■ What the exercise asks ■
Leave out the images; return the rest of the data exactly.

==== Supplied information ====

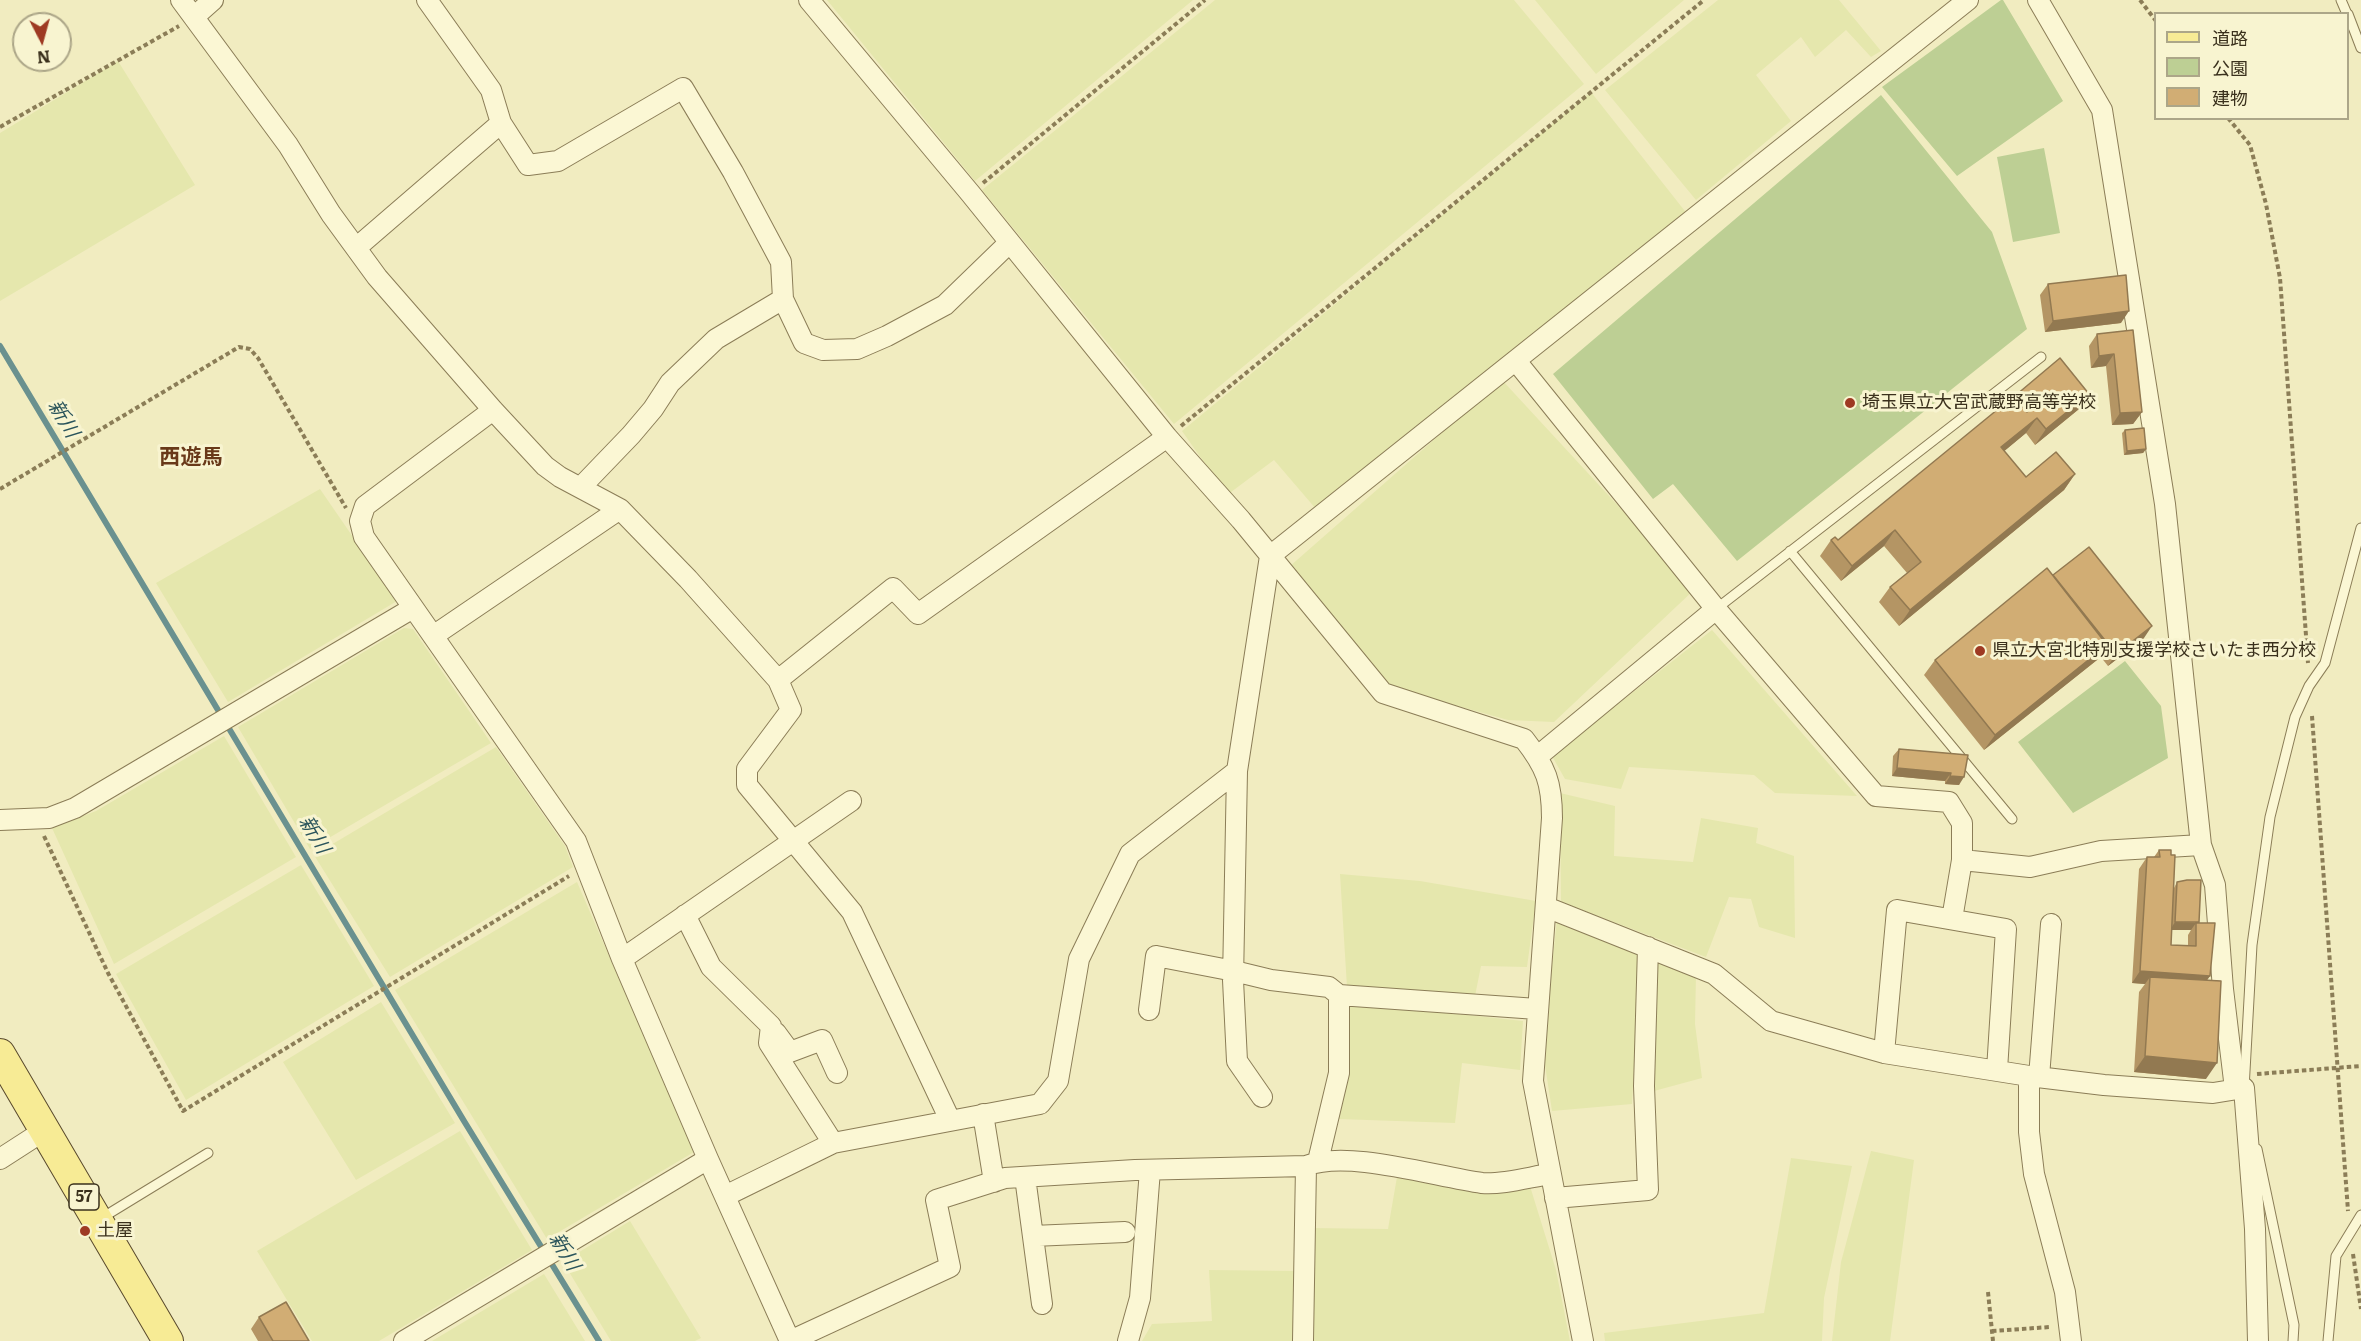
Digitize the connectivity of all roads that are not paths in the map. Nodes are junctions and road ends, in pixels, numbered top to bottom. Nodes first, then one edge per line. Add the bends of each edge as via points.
1 (181, 0) edge
2 (213, 0) edge
3 (427, 0) edge
4 (809, 0) edge
5 (1968, 0) edge
6 (2038, 0) edge
7 (195, 16) junction
8 (2349, 19) edge
9 (2361, 48) edge
10 (501, 123) junction
11 (1010, 243) junction
12 (356, 248) junction
13 (783, 299) junction
14 (2041, 357) dead end
15 (1516, 360) junction
16 (493, 410) junction
17 (1167, 437) junction
18 (581, 487) junction
19 (620, 509) junction
20 (2361, 528) edge
21 (1790, 551) junction
22 (1270, 556) junction
23 (413, 608) junction
24 (1716, 609) junction
25 (433, 636) junction
26 (778, 680) junction
27 (1538, 756) junction
28 (1237, 771) junction
29 (851, 801) dead end
30 (2012, 819) dead end
31 (0, 820) edge
32 (794, 840) junction
33 (2201, 845) junction
34 (1962, 860) junction
35 (1546, 907) junction
36 (685, 915) junction
37 (1952, 919) junction
38 (2051, 924) dead end
39 (1648, 947) junction
40 (622, 959) junction
41 (1234, 971) junction
42 (1339, 995) junction
43 (1537, 1009) junction
44 (1149, 1010) dead end
45 (771, 1026) junction
46 (1884, 1053) junction
47 (0, 1054) edge
48 (1997, 1071) junction
49 (837, 1073) dead end
50 (2034, 1076) junction
51 (2241, 1084) junction
52 (1262, 1097) dead end
53 (983, 1114) junction
54 (950, 1120) junction
55 (45, 1130) junction
56 (833, 1143) junction
57 (208, 1153) dead end
58 (0, 1159) edge
59 (708, 1159) junction
60 (1312, 1164) junction
61 (1150, 1170) junction
62 (1550, 1174) junction
63 (1025, 1177) junction
64 (994, 1182) junction
65 (724, 1196) junction
66 (1555, 1198) junction
67 (2361, 1215) edge
68 (98, 1220) junction
69 (1125, 1232) dead end
70 (1033, 1236) junction
71 (1042, 1304) dead end
72 (2070, 1333) edge
73 (168, 1341) edge
74 (404, 1341) edge
75 (790, 1341) edge
76 (1128, 1341) edge
77 (1303, 1341) edge
78 (1583, 1341) edge
79 (2258, 1341) edge
80 (2293, 1341) edge
81 (2328, 1341) edge

1 - 7 street
2 - 7 street
3 - 10 street via 491,90
4 - 11 street
5 - 15 street
6 - 33 street via 2102,110 2165,504
7 - 12 street
8 - 9 lane
10 - 12 street
10 - 13 street via 528,165 558,161 683,88 781,262
11 - 13 street via 945,305 857,349 823,350 804,343
11 - 17 street
12 - 16 street
13 - 18 street via 716,339 670,382 631,435
14 - 21 lane
15 - 22 street
15 - 24 street
16 - 18 street via 535,457 560,477
16 - 23 street via 365,506 360,521 364,537
17 - 22 street
17 - 26 street via 918,614 893,588
18 - 19 street
19 - 25 street
19 - 26 street
20 - 51 lane via 2325,663 2295,717 2270,817 2252,945
21 - 24 lane
21 - 30 lane
22 - 27 street via 1383,693 1524,739
22 - 28 street
23 - 25 street
23 - 31 street via 63,813 36,820
24 - 27 street
24 - 34 street via 1876,796 1949,802 1962,823
25 - 40 street via 576,841
26 - 32 street via 791,710 747,769 747,784
27 - 35 street via 1552,793
28 - 41 street
28 - 53 street via 1130,854 1079,959 1058,1081 1040,1104
29 - 32 street
32 - 36 street
32 - 54 street via 852,912
33 - 34 street via 2101,851 2030,867
33 - 51 street via 2215,885 2223,989
34 - 37 street
35 - 39 street
35 - 43 street
36 - 40 street
36 - 45 street via 711,967
37 - 46 street via 1897,910
37 - 48 street via 2006,929
38 - 50 street
39 - 46 street via 1714,974 1771,1021
39 - 66 street via 1644,1086 1648,1190
40 - 59 street
41 - 42 street via 1329,987
41 - 44 street via 1156,956
41 - 52 street via 1237,1061
42 - 43 street
42 - 60 street via 1339,1073
43 - 62 street via 1533,1081
45 - 49 street via 790,1052 822,1040
45 - 56 street via 768,1043
46 - 48 street
47 - 55 main road, 57
48 - 50 street
50 - 51 street via 2213,1093
50 - 72 street via 2029,1132 2034,1174 2065,1292
51 - 79 street via 2255,1229
51 - 80 lane via 2294,1325
53 - 54 street
53 - 64 street
54 - 56 street
55 - 58 street
55 - 68 main road, 57
56 - 65 street
57 - 68 lane
59 - 65 street
59 - 74 street
60 - 61 street
60 - 62 street via 1356,1161 1485,1183
60 - 77 street
61 - 63 street
61 - 76 street via 1140,1298
62 - 66 street
63 - 64 street
63 - 70 street
64 - 75 street via 936,1200 950,1267
65 - 75 street
66 - 78 street
67 - 81 lane via 2336,1256
68 - 73 main road, 57
69 - 70 street
70 - 71 street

====

■ Exercise response ■
Digitize the connectivity of all roads that are not paths in the map. Nodes are junctions and road ends, in pixels, numbered top to bottom. Nodes first, then one edge per line. Add the bends of each edge as via points.
1 (181, 0) edge
2 (213, 0) edge
3 (427, 0) edge
4 (809, 0) edge
5 (1968, 0) edge
6 (2038, 0) edge
7 (195, 16) junction
8 (2349, 19) edge
9 (2361, 48) edge
10 (501, 123) junction
11 (1010, 243) junction
12 (356, 248) junction
13 (783, 299) junction
14 (2041, 357) dead end
15 (1516, 360) junction
16 (493, 410) junction
17 (1167, 437) junction
18 (581, 487) junction
19 (620, 509) junction
20 (2361, 528) edge
21 (1790, 551) junction
22 (1270, 556) junction
23 (413, 608) junction
24 (1716, 609) junction
25 (433, 636) junction
26 (778, 680) junction
27 (1538, 756) junction
28 (1237, 771) junction
29 (851, 801) dead end
30 (2012, 819) dead end
31 (0, 820) edge
32 (794, 840) junction
33 (2201, 845) junction
34 (1962, 860) junction
35 (1546, 907) junction
36 (685, 915) junction
37 (1952, 919) junction
38 (2051, 924) dead end
39 (1648, 947) junction
40 (622, 959) junction
41 (1234, 971) junction
42 (1339, 995) junction
43 (1537, 1009) junction
44 (1149, 1010) dead end
45 (771, 1026) junction
46 (1884, 1053) junction
47 (0, 1054) edge
48 (1997, 1071) junction
49 (837, 1073) dead end
50 (2034, 1076) junction
51 (2241, 1084) junction
52 (1262, 1097) dead end
53 (983, 1114) junction
54 (950, 1120) junction
55 (45, 1130) junction
56 (833, 1143) junction
57 (208, 1153) dead end
58 (0, 1159) edge
59 (708, 1159) junction
60 (1312, 1164) junction
61 (1150, 1170) junction
62 (1550, 1174) junction
63 (1025, 1177) junction
64 (994, 1182) junction
65 (724, 1196) junction
66 (1555, 1198) junction
67 (2361, 1215) edge
68 (98, 1220) junction
69 (1125, 1232) dead end
70 (1033, 1236) junction
71 (1042, 1304) dead end
72 (2070, 1333) edge
73 (168, 1341) edge
74 (404, 1341) edge
75 (790, 1341) edge
76 (1128, 1341) edge
77 (1303, 1341) edge
78 (1583, 1341) edge
79 (2258, 1341) edge
80 (2293, 1341) edge
81 (2328, 1341) edge

1 - 7 street
2 - 7 street
3 - 10 street via 491,90
4 - 11 street
5 - 15 street
6 - 33 street via 2102,110 2165,504
7 - 12 street
8 - 9 lane
10 - 12 street
10 - 13 street via 528,165 558,161 683,88 781,262
11 - 13 street via 945,305 857,349 823,350 804,343
11 - 17 street
12 - 16 street
13 - 18 street via 716,339 670,382 631,435
14 - 21 lane
15 - 22 street
15 - 24 street
16 - 18 street via 535,457 560,477
16 - 23 street via 365,506 360,521 364,537
17 - 22 street
17 - 26 street via 918,614 893,588
18 - 19 street
19 - 25 street
19 - 26 street
20 - 51 lane via 2325,663 2295,717 2270,817 2252,945
21 - 24 lane
21 - 30 lane
22 - 27 street via 1383,693 1524,739
22 - 28 street
23 - 25 street
23 - 31 street via 63,813 36,820
24 - 27 street
24 - 34 street via 1876,796 1949,802 1962,823
25 - 40 street via 576,841
26 - 32 street via 791,710 747,769 747,784
27 - 35 street via 1552,793
28 - 41 street
28 - 53 street via 1130,854 1079,959 1058,1081 1040,1104
29 - 32 street
32 - 36 street
32 - 54 street via 852,912
33 - 34 street via 2101,851 2030,867
33 - 51 street via 2215,885 2223,989
34 - 37 street
35 - 39 street
35 - 43 street
36 - 40 street
36 - 45 street via 711,967
37 - 46 street via 1897,910
37 - 48 street via 2006,929
38 - 50 street
39 - 46 street via 1714,974 1771,1021
39 - 66 street via 1644,1086 1648,1190
40 - 59 street
41 - 42 street via 1329,987
41 - 44 street via 1156,956
41 - 52 street via 1237,1061
42 - 43 street
42 - 60 street via 1339,1073
43 - 62 street via 1533,1081
45 - 49 street via 790,1052 822,1040
45 - 56 street via 768,1043
46 - 48 street
47 - 55 main road, 57
48 - 50 street
50 - 51 street via 2213,1093
50 - 72 street via 2029,1132 2034,1174 2065,1292
51 - 79 street via 2255,1229
51 - 80 lane via 2294,1325
53 - 54 street
53 - 64 street
54 - 56 street
55 - 58 street
55 - 68 main road, 57
56 - 65 street
57 - 68 lane
59 - 65 street
59 - 74 street
60 - 61 street
60 - 62 street via 1356,1161 1485,1183
60 - 77 street
61 - 63 street
61 - 76 street via 1140,1298
62 - 66 street
63 - 64 street
63 - 70 street
64 - 75 street via 936,1200 950,1267
65 - 75 street
66 - 78 street
67 - 81 lane via 2336,1256
68 - 73 main road, 57
69 - 70 street
70 - 71 street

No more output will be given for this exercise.